Records provided -
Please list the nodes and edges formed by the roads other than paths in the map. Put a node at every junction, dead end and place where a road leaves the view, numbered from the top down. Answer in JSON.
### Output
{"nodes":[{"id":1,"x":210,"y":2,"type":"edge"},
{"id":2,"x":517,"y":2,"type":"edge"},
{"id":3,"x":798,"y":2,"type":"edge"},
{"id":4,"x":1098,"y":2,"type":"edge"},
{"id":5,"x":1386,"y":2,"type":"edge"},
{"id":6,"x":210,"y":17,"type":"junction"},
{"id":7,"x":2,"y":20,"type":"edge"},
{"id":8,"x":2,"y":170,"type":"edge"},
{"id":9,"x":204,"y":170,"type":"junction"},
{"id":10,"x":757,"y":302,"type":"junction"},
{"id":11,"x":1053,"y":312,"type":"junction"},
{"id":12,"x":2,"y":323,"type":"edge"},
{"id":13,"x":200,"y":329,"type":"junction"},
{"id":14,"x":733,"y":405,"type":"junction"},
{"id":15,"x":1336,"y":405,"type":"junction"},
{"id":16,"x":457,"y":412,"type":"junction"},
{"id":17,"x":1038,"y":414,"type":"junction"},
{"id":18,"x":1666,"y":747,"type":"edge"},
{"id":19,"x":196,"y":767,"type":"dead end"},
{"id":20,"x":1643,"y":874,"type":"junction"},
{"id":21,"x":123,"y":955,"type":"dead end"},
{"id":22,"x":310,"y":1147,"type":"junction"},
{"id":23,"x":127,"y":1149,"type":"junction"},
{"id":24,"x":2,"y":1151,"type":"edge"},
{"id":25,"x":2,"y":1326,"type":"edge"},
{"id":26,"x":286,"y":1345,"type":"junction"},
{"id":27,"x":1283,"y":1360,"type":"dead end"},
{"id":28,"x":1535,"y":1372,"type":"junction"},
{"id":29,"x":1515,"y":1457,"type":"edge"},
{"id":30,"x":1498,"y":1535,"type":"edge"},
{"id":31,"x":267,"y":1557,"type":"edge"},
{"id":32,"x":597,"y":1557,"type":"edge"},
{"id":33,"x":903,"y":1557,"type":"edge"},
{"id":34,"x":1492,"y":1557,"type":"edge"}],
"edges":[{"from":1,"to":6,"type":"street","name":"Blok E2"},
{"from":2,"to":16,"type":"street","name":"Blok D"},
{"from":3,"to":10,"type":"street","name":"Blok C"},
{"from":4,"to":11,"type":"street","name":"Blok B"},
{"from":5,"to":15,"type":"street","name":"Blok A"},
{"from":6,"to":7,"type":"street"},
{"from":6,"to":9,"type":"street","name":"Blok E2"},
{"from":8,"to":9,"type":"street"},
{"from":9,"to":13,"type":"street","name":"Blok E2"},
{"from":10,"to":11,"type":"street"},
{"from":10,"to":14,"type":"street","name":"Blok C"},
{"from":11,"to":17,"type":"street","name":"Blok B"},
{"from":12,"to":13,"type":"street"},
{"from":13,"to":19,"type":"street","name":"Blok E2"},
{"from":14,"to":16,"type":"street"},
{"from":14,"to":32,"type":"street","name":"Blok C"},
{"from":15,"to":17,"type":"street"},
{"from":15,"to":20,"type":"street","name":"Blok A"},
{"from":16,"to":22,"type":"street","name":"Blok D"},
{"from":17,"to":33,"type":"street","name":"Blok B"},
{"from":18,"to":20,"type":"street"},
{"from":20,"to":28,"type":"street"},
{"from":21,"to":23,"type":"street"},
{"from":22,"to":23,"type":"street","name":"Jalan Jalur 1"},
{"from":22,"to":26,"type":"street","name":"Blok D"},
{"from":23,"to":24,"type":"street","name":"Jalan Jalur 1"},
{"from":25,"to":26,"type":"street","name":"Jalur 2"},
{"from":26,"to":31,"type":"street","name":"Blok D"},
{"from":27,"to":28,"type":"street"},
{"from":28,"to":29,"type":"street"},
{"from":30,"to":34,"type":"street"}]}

To do -
From the records above, extract every entry exactly as given.

Response -
Please list the nodes and edges formed by the roads other than paths in the map. Put a node at every junction, dead end and place where a road leaves the view, numbered from the top down. Answer in JSON.
### Output
{"nodes":[{"id":1,"x":210,"y":2,"type":"edge"},
{"id":2,"x":517,"y":2,"type":"edge"},
{"id":3,"x":798,"y":2,"type":"edge"},
{"id":4,"x":1098,"y":2,"type":"edge"},
{"id":5,"x":1386,"y":2,"type":"edge"},
{"id":6,"x":210,"y":17,"type":"junction"},
{"id":7,"x":2,"y":20,"type":"edge"},
{"id":8,"x":2,"y":170,"type":"edge"},
{"id":9,"x":204,"y":170,"type":"junction"},
{"id":10,"x":757,"y":302,"type":"junction"},
{"id":11,"x":1053,"y":312,"type":"junction"},
{"id":12,"x":2,"y":323,"type":"edge"},
{"id":13,"x":200,"y":329,"type":"junction"},
{"id":14,"x":733,"y":405,"type":"junction"},
{"id":15,"x":1336,"y":405,"type":"junction"},
{"id":16,"x":457,"y":412,"type":"junction"},
{"id":17,"x":1038,"y":414,"type":"junction"},
{"id":18,"x":1666,"y":747,"type":"edge"},
{"id":19,"x":196,"y":767,"type":"dead end"},
{"id":20,"x":1643,"y":874,"type":"junction"},
{"id":21,"x":123,"y":955,"type":"dead end"},
{"id":22,"x":310,"y":1147,"type":"junction"},
{"id":23,"x":127,"y":1149,"type":"junction"},
{"id":24,"x":2,"y":1151,"type":"edge"},
{"id":25,"x":2,"y":1326,"type":"edge"},
{"id":26,"x":286,"y":1345,"type":"junction"},
{"id":27,"x":1283,"y":1360,"type":"dead end"},
{"id":28,"x":1535,"y":1372,"type":"junction"},
{"id":29,"x":1515,"y":1457,"type":"edge"},
{"id":30,"x":1498,"y":1535,"type":"edge"},
{"id":31,"x":267,"y":1557,"type":"edge"},
{"id":32,"x":597,"y":1557,"type":"edge"},
{"id":33,"x":903,"y":1557,"type":"edge"},
{"id":34,"x":1492,"y":1557,"type":"edge"}],
"edges":[{"from":1,"to":6,"type":"street","name":"Blok E2"},
{"from":2,"to":16,"type":"street","name":"Blok D"},
{"from":3,"to":10,"type":"street","name":"Blok C"},
{"from":4,"to":11,"type":"street","name":"Blok B"},
{"from":5,"to":15,"type":"street","name":"Blok A"},
{"from":6,"to":7,"type":"street"},
{"from":6,"to":9,"type":"street","name":"Blok E2"},
{"from":8,"to":9,"type":"street"},
{"from":9,"to":13,"type":"street","name":"Blok E2"},
{"from":10,"to":11,"type":"street"},
{"from":10,"to":14,"type":"street","name":"Blok C"},
{"from":11,"to":17,"type":"street","name":"Blok B"},
{"from":12,"to":13,"type":"street"},
{"from":13,"to":19,"type":"street","name":"Blok E2"},
{"from":14,"to":16,"type":"street"},
{"from":14,"to":32,"type":"street","name":"Blok C"},
{"from":15,"to":17,"type":"street"},
{"from":15,"to":20,"type":"street","name":"Blok A"},
{"from":16,"to":22,"type":"street","name":"Blok D"},
{"from":17,"to":33,"type":"street","name":"Blok B"},
{"from":18,"to":20,"type":"street"},
{"from":20,"to":28,"type":"street"},
{"from":21,"to":23,"type":"street"},
{"from":22,"to":23,"type":"street","name":"Jalan Jalur 1"},
{"from":22,"to":26,"type":"street","name":"Blok D"},
{"from":23,"to":24,"type":"street","name":"Jalan Jalur 1"},
{"from":25,"to":26,"type":"street","name":"Jalur 2"},
{"from":26,"to":31,"type":"street","name":"Blok D"},
{"from":27,"to":28,"type":"street"},
{"from":28,"to":29,"type":"street"},
{"from":30,"to":34,"type":"street"}]}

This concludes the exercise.